The Iran Standoff Is Driving Up Condom Prices — And Honestly, This Might Be the Funniest Foreign Policy Side Effect in History

We’ve been hearing for weeks about how the standoff with Iran is spiking gas prices and messing with fertilizer supplies. Shipping through the Strait of Hormuz is a mess, freight costs are through the roof, and supply chains are doing that thing supply chains do when two countries start flexing on each other in a narrow waterway. All very serious stuff. Very geopolitical. But buried in all the war talk is a side effect that absolutely nobody had on their bingo card — and frankly, it might be the funniest unintended consequence of American foreign policy since we accidentally made French wine more popular by renaming french fries.

Condom prices are skyrocketing. I repeat: the Iran conflict is making it more expensive to have consequence-free recreational activities. Somewhere, a dorm room full of college freshmen just felt a disturbance in the Force.

Here’s what’s actually happening. Karex Bhd, a Malaysian company most of you have never heard of, is the largest condom manufacturer on planet Earth. They crank out *five billion* condoms a year. Five. Billion. That’s roughly fifteen condoms for every single person in the United States, and if that number seems high to you, congratulations on being married. Karex supplies the rubber behind major brands including Durex and Trojan — basically, if you’ve ever seen a condom in a gas station bathroom vending machine, there’s a solid chance it started life in a Malaysian factory.

Now, condoms are petroleum-based products. They need specific chemical compounds derived from oil and gas. And when shipping lanes get choked off and freight costs go haywire because two nations are playing chicken in the Persian Gulf, the entire supply chain for anything petroleum-adjacent gets hit. Fertilizer, gasoline, plastics — and yes, prophylactics.

Karex CEO Goh Miah Kiat — a man whose job title alone should earn him a spot on late-night television this week — told Reuters the situation is “definitely very fragile” and that “prices are expensive.” The company is looking at raising condom prices by 20 to 30 percent if the disruptions keep up. Their stockpiles are depleted. Inventory is short. The global condom supply is, and I cannot believe I’m typing this, in a fragile state.

Twenty to thirty percent. On condoms.

Let that sink in for a second. We’ve spent the last decade watching the left lecture us about “reproductive health access” being a fundamental human right. They’ve demanded free birth control, taxpayer-funded contraception, and government-subsidized everything below the waist. Planned Parenthood has an annual budget that could fund a small country. And now, because of a geopolitical standoff that their foreign policy heroes spent eight years failing to prevent, the price of the one product they never shut up about is about to jump by a third.

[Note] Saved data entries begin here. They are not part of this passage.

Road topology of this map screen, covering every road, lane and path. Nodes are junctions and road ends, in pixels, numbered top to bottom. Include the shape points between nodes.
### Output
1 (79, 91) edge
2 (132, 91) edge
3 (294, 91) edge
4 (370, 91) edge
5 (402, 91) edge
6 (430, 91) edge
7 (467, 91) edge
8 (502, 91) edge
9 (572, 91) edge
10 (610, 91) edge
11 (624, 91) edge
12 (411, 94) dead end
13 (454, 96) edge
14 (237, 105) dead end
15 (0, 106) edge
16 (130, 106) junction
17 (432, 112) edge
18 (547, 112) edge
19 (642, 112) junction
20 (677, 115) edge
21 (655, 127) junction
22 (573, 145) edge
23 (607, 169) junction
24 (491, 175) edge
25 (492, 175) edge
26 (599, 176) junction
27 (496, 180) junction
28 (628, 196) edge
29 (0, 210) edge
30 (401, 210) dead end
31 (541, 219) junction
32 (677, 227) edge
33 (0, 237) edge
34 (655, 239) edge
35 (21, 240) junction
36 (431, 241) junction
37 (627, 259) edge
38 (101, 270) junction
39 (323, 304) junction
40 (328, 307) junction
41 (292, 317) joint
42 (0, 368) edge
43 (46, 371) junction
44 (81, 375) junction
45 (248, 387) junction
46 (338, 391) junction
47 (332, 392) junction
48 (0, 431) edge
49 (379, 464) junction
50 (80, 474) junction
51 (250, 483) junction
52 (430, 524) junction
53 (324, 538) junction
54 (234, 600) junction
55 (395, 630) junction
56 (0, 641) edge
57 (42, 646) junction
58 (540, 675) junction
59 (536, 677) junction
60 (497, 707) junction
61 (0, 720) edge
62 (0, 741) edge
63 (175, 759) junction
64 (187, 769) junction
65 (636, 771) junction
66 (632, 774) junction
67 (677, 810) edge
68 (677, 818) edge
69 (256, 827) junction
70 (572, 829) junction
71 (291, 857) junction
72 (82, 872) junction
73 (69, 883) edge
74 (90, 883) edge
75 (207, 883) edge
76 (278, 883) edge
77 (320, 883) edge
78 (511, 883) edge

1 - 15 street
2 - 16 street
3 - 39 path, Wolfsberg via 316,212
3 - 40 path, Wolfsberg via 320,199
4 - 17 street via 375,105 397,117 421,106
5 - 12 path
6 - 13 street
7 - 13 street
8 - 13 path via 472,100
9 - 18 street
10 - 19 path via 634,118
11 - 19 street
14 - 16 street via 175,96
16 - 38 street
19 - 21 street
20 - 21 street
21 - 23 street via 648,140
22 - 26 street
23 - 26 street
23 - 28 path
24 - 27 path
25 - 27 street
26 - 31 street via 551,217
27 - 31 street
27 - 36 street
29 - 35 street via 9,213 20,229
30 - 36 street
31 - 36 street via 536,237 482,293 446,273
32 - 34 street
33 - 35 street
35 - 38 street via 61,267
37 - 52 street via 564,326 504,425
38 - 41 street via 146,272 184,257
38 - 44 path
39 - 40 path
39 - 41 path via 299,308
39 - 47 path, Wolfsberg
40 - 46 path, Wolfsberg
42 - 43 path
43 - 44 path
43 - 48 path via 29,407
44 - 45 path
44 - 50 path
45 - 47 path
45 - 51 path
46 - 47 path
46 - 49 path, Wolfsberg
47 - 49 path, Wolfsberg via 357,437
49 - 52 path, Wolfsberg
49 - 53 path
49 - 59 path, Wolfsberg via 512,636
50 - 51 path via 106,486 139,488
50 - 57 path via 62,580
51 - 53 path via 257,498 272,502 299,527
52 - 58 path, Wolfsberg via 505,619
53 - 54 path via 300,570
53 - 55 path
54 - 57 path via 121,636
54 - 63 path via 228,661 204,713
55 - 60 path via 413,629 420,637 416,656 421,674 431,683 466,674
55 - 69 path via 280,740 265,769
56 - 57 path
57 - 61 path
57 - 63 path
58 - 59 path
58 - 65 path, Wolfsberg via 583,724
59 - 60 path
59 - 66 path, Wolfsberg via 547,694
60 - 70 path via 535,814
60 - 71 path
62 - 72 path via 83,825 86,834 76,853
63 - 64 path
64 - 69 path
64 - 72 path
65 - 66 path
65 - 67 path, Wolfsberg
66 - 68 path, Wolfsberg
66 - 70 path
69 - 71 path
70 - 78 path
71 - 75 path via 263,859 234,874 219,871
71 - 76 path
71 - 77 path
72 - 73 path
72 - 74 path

You can’t write this stuff. Hollywood wouldn’t even pitch it because the script would get rejected for being too on the nose.

Now look — we’re not rooting for expensive condoms. We’re capitalists. We like affordable goods, free markets, and supply chains that work. But there is something deeply, cosmically amusing about the fact that the same crowd who melted down over Trump pulling out of the Iran nuclear deal is now watching the consequences of decades of failed Iran policy hit them right in the… wallet.

Because let’s be clear about how we got here. The Strait of Hormuz didn’t become a crisis zone overnight. Iran has been probing, pushing, and threatening that chokepoint for years. Obama sent them pallets of cash and got a pinky promise in return. Biden tried to resurrect that same garbage deal while Iran was openly enriching uranium and arming proxies across the Middle East. Every single expert who said “just be nice to the mullahs and they’ll behave” is currently watching condom prices spike because the mullahs did not, in fact, behave.

Meanwhile, the five billion condoms a year that Karex produces? They don’t just supply American gas stations. They supply developing nations, NGO health programs, and international aid organizations. So the people who are going to get hit hardest by this aren’t frat boys at State — it’s the global health programs that progressives claim to care so much about. The ones funded by the same international order they keep telling us to protect.

Irony doesn’t knock on the door anymore. It kicks it in.

The practical reality is this: freight costs are up, shipping is delayed, and petroleum-based products across the board are getting more expensive. Condoms are just the funniest item on that list. Farmers are paying more for fertilizer. Truckers are paying more for diesel. And now Trojan is about to cost you thirty percent more at CVS. It’s all connected, and it all traces back to a waterway that carries roughly a third of the world’s seaborne oil.

Trump, to his credit, has been the only president in recent memory willing to actually confront Iran rather than appease them. Whether you agree with every tactical decision or not, at least the man isn’t pretending that sending John Kerry to Vienna for another round of wine and negotiations is going to solve anything. We tried that. It didn’t work. And now we’re all paying for it — at the gas pump, at the grocery store, and apparently at the pharmacy.

So the next time someone on cable news starts wringing their hands about the “costs of confrontation” with Iran, just remember: the cost of *not* confronting Iran has been building for twenty years. We’re just finally seeing the invoice. And part of that invoice, hilariously, is a 30% markup on Trojans.

God bless America. And good luck out there, kids.